Forever
by deeplyshallow
Summary: He loves her. He knows that with every inch of his being. He can barely remember a time when he didn't. It's not a conscious choice, it's not even something that bothers him all the time, it's just a fact, it's just a part of him - Ignores the (very stupid) finale. Barney/Robin fluff, no sad feelings here!


**Obligatory "I hate the finale" note: Hate it, OOC, ignoring it, it smells, how dare anyone hurt my babies, Cater Bays sucks etc – if you want more details you can go on the B/R livejournal and watch my various breakdowns and fits of anger over the last three weeks. It's not been pretty, it's not been a fun few weeks but now I'm happily able to ignore the finale, I still love all 206 good episodes of my show and I'm coping. I'm hoping everyone else here is ok too.**

**So yeah, this fic completely ignores the finale but as I consider the finale AU I consider this fic canon.**

**Not 100% happy with this fic. I realised half way through that writing it with the time period gaps I have limited me quite a lot, so some sections (especially the last one – which is essentially what I wrote the fic around) I'm more happy with than others – but let me know what you think.**

* * *

**Seconds**

She's different. That's the first thing he notices about her.

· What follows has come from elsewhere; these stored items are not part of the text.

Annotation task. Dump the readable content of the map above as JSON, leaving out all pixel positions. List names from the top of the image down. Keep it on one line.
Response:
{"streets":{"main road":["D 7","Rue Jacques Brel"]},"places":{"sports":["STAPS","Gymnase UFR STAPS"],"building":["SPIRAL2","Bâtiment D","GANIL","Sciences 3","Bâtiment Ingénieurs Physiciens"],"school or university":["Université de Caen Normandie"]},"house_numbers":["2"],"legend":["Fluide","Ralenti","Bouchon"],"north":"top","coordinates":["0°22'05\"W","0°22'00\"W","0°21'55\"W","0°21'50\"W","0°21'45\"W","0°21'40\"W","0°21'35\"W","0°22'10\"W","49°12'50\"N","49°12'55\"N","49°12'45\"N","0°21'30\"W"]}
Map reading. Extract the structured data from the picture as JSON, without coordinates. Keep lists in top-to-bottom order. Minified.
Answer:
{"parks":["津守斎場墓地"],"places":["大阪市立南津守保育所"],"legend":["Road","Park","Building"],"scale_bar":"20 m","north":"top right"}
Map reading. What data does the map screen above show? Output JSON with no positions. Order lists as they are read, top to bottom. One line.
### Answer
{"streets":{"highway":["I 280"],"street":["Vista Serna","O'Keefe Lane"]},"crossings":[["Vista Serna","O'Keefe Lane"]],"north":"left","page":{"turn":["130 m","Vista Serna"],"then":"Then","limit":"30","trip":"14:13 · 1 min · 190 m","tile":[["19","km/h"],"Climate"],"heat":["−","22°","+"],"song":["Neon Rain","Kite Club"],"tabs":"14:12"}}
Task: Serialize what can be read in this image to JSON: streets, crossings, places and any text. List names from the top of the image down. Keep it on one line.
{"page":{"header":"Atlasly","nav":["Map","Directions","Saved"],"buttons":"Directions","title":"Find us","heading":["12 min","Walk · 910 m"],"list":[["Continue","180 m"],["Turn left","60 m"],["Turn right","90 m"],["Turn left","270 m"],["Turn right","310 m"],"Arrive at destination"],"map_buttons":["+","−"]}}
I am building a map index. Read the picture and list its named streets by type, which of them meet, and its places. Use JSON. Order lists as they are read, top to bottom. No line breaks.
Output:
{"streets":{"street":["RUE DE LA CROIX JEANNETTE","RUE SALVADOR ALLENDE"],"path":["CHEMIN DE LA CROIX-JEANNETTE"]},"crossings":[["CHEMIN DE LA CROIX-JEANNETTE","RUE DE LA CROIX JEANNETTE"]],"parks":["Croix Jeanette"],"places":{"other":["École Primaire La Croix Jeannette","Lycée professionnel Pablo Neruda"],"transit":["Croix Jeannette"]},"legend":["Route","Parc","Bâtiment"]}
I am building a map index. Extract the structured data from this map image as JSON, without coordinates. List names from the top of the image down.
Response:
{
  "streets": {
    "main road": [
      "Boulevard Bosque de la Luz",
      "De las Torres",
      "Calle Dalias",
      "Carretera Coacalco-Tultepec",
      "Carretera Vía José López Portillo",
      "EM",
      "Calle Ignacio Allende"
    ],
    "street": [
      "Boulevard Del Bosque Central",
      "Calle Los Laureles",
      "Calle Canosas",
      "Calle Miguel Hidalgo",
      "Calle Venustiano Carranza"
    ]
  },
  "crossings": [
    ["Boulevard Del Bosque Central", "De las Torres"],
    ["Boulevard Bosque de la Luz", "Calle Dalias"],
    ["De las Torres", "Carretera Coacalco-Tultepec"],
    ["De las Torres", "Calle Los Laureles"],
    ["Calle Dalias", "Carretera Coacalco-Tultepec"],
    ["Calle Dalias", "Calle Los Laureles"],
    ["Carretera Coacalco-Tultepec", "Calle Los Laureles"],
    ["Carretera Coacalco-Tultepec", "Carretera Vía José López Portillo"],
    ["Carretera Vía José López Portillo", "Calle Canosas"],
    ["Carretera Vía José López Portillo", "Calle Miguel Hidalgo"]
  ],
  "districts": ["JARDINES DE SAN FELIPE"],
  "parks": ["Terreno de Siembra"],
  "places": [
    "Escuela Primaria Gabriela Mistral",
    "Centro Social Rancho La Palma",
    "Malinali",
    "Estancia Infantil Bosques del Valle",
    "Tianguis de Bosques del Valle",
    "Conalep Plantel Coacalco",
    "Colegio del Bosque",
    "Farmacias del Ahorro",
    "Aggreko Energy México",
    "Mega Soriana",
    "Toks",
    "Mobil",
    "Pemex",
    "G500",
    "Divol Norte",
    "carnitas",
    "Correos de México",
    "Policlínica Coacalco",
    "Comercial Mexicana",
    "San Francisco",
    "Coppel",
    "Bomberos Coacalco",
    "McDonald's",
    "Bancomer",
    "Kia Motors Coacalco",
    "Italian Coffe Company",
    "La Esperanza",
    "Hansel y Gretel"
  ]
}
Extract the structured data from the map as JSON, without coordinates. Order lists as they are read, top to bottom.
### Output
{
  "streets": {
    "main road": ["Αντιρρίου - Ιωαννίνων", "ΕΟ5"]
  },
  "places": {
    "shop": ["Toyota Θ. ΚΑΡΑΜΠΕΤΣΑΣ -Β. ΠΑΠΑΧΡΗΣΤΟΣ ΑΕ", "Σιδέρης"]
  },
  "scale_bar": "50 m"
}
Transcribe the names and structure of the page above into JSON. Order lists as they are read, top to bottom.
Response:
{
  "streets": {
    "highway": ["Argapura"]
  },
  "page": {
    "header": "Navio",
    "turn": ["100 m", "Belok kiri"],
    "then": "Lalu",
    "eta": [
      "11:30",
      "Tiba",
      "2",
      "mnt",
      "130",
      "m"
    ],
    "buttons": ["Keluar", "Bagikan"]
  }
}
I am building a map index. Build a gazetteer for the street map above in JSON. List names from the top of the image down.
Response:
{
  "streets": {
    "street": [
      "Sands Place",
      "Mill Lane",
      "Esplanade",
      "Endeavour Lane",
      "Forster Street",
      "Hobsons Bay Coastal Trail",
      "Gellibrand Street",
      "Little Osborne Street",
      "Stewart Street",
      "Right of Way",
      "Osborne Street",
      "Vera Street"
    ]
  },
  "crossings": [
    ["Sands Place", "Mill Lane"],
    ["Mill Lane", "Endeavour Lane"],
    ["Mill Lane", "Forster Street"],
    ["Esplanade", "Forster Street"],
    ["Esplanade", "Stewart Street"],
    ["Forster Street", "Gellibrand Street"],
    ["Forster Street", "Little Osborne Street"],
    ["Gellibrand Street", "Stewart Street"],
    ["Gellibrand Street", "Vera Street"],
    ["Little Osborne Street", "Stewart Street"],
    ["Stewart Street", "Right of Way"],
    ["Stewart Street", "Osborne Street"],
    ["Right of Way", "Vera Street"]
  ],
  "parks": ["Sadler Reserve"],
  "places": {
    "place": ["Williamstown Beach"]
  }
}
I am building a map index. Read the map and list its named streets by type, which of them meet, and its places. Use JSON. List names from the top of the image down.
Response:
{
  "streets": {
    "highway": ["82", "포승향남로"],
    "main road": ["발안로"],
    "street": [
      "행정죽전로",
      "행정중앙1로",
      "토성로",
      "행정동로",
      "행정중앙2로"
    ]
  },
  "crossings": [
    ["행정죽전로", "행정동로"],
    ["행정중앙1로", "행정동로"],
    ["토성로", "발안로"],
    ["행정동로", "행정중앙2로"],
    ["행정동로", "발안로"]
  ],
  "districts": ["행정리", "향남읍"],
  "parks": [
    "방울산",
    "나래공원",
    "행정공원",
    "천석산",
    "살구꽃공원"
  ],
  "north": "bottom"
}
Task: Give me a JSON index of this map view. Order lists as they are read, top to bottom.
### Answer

Ted spots a woman at the bar at least once a week and Barney's never really been impressed with his pickings. It's not that they're ugly, Ted might have incredibly poor taste in clothes but he can recognise a hot woman just as well as the next man, but there's always something that doesn't appeal to Barney about these women. They're too intelligent for starters, none of them are going to think he's a member of SNASA, but it's not just that. These women that Ted picks out – they're all cookie cutter perfect women, with boring little lives and even more boring sex lives. Barney Stinson is a great connoisseur of women and none of them suit his fine (if somewhat cheap and easy) tastes.

This girl Ted's starting at now has brains too, her eyes are completely void of that vacant look that Barney picks out in his partners, but there's something odd about her – she's not Ted's usual mould - she's a little rougher around the edges, a little less simple, a little... hmm... he turns his head to the side to get a better look at her, "Oh yeah, you just know she likes it dirty."

Ted pays him no attention, (foolish mortal) and attempts to work out some pitiful plan so Barney smoothly swings into wingman mode, plays a quick "have you met Ted," spares a quick glance at the women (oh yes, he's totally right about her, that smile of hers just screams "I want to get caught,") then retreats, content to observe for a distance.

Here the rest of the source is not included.